Under the Multiemployer Pension Plan Amendments Act of 1980, or MPPAA, an employer with an obligation to contribute to an underfunded multiemployer pension plan may incur withdrawal liability if that employer stops contributing.[1] Congress created this liability to address the growing problem of employers fleeing underfunded pension plans, causing other employers to refrain from joining the pension plans, and resulting in pensioners losing the vast majority of the benefits that they were promised.[2]

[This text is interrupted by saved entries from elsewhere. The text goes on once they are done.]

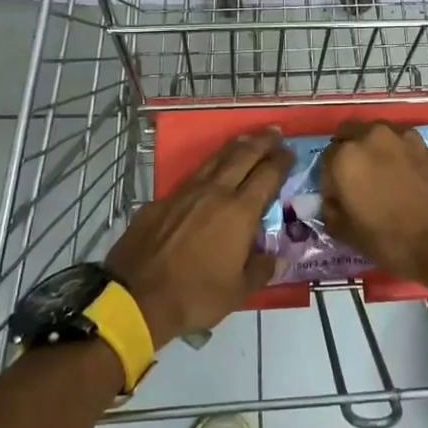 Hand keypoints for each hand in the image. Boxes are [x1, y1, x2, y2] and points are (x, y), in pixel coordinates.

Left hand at [104, 130, 291, 349]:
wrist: (137, 296)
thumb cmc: (195, 295)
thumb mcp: (238, 291)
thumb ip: (261, 269)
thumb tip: (278, 258)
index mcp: (239, 212)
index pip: (267, 175)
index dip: (281, 161)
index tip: (290, 151)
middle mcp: (215, 193)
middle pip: (243, 157)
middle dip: (261, 142)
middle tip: (274, 131)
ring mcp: (185, 193)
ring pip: (215, 160)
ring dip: (234, 146)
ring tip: (246, 138)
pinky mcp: (162, 201)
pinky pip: (191, 177)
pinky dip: (207, 167)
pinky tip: (209, 172)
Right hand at [319, 120, 427, 287]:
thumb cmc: (394, 242)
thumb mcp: (350, 236)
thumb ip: (332, 213)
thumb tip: (333, 202)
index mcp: (346, 158)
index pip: (325, 159)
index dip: (329, 180)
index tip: (338, 197)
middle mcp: (372, 138)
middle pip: (350, 133)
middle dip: (347, 151)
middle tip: (356, 179)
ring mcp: (404, 138)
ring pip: (378, 133)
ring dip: (374, 148)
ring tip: (383, 176)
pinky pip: (404, 144)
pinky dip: (399, 155)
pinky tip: (408, 179)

The U.S. Courts of Appeals for the Sixth, Seventh and Ninth Circuits have now expanded the scope of withdrawal liability through the doctrine of successor liability (the case in the Sixth Circuit -- Pension Benefit Guaranty Corp. v. Findlay Industries Inc. -- was very recently appealed to the U.S. Supreme Court).[3] Successor liability has long been a mainstay in labor law.[4] Initially, to find a successor liable, a claimant was required to prove: (1) the purchaser substantially continued the predecessor's operations; and (2) the purchaser had actual notice of the liability.[5]

However, courts are recognizing that an actual notice standard is not appropriate under MPPAA, and in many cases, impossible to satisfy. Withdrawal liability can only be calculated as of the date of the withdrawal.[6] Actual notice of the withdrawal liability prior to the asset purchase is sometimes unrealistic because the purchase is often the event that gives rise to the withdrawal.[7]

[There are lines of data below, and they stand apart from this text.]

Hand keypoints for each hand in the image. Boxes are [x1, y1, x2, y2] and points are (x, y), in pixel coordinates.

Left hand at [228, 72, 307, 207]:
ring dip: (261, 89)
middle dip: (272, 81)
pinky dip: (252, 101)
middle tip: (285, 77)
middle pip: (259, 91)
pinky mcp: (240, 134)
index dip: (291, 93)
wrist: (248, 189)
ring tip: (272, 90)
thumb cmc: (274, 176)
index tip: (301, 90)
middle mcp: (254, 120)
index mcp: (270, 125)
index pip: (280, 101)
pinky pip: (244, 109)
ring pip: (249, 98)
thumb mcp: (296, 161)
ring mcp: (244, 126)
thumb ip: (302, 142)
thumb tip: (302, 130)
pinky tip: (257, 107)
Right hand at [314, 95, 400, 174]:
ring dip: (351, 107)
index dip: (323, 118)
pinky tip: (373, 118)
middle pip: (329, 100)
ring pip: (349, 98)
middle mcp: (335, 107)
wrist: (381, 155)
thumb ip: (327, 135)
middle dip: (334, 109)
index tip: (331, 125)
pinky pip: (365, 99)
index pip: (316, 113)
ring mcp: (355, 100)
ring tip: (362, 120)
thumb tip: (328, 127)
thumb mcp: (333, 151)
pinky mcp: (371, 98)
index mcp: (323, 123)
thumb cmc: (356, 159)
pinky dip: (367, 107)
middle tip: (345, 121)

The Seventh and Ninth Circuits have therefore affirmatively shifted to a constructive notice standard, an easier test to satisfy for pension plans claiming successor withdrawal liability.[8] To demonstrate constructive notice in the Seventh Circuit, a buyer must be on notice of contingent withdrawal liability.[9] The court examines whether a purchasing company knew "he was dealing with a union pension fund [and therefore] he was on notice that there was a possibility of such liability."[10] The Seventh Circuit also points to the nation's well-known pension funding crisis as general knowledge and notice. If an employer contributes to a multiemployer pension plan, odds are that the plan is probably underfunded and withdrawal liability will likely occur.[11] The Seventh Circuit also warns litigants that a "lack of familiarity with the concept of withdrawal liability cannot be an excuse[.]"[12]

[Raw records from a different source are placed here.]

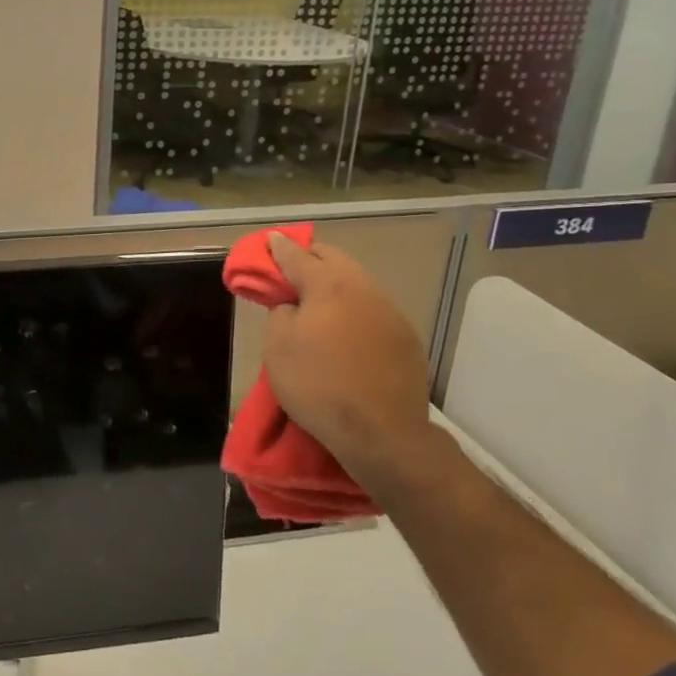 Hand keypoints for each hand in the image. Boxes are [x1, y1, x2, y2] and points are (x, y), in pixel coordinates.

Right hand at [262, 232, 433, 490]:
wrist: (382, 434)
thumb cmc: (318, 385)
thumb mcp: (277, 347)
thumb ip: (280, 311)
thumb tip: (292, 303)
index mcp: (328, 285)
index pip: (296, 255)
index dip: (278, 248)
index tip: (269, 242)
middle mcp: (363, 288)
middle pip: (333, 258)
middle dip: (309, 258)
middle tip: (290, 272)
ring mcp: (390, 311)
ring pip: (357, 281)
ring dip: (335, 283)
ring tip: (317, 303)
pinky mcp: (406, 337)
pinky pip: (373, 308)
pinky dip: (354, 308)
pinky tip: (345, 331)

In the Ninth Circuit, a pension plan must show that if the purchasing company exercised reasonable care and diligence (regardless of the purchaser's actual diligence), the purchaser would have determined that some withdrawal liability will exist when the employer withdraws.[13] The court examines elements such as whether the pension plan published its funding notices demonstrating that the plan is underfunded.[14] Even more basic, the Ninth Circuit asks if the purchasing company had "reached out to the plan directly," could the purchasing company have discovered that the employer would likely incur withdrawal liability?[15] In this author's opinion, the answer is most often "yes."

If your client is contemplating purchasing a preexisting business, you should dutifully research whether collective bargaining agreements exist between the predecessor and any labor organizations. Specifically, you should investigate whether the employer is required to make employee benefit contributions to a multiemployer pension plan. As shown above, payment of these benefits alone is enough to warrant constructive notice and a possible finding of successor liability.

Purchasing employers should therefore be vigilant during their due diligence periods. Closely examine the pension benefits that the employer has in place. If the predecessor employer is required to contribute to a multiemployer pension plan, direct the employer to obtain estimates of withdrawal liability from the pension plan as permitted by statute.[16] If the employer is required to contribute to more than one multiemployer plan, then make certain that the predecessor requests estimates from all relevant pension plans.

The key is not to ignore potential successor withdrawal liability. The pension plan's named fiduciaries have a duty to act in the sole benefit of the participants, including collection of amounts owed.[17] The pension plan will therefore likely seek withdrawal liability, not only against the withdrawn employer, but also from the purchasing company. This potential liability can be accounted for in the purchase price, or through adhering to MPPAA's asset purchase rules that require additional forms of surety.[18] The purchaser must protect itself within the terms of the sale, or else it may be subject to successor liability with no recourse.

In short, a purchaser can likely discover the underfunded status of a pension plan and the employer's estimated withdrawal liability through basic inquiries. The advent of a constructive notice standard in successor withdrawal liability disputes creates a low bar for pension plan claimants to satisfy. Purchasers continuing their predecessor's operations should therefore be extremely diligent in investigating potential withdrawal liabilities, and in obtaining protection during negotiations and the purchase process. The purchaser's ability to recoup successor withdrawal liability from the seller will be greatly limited if it does not act proactively.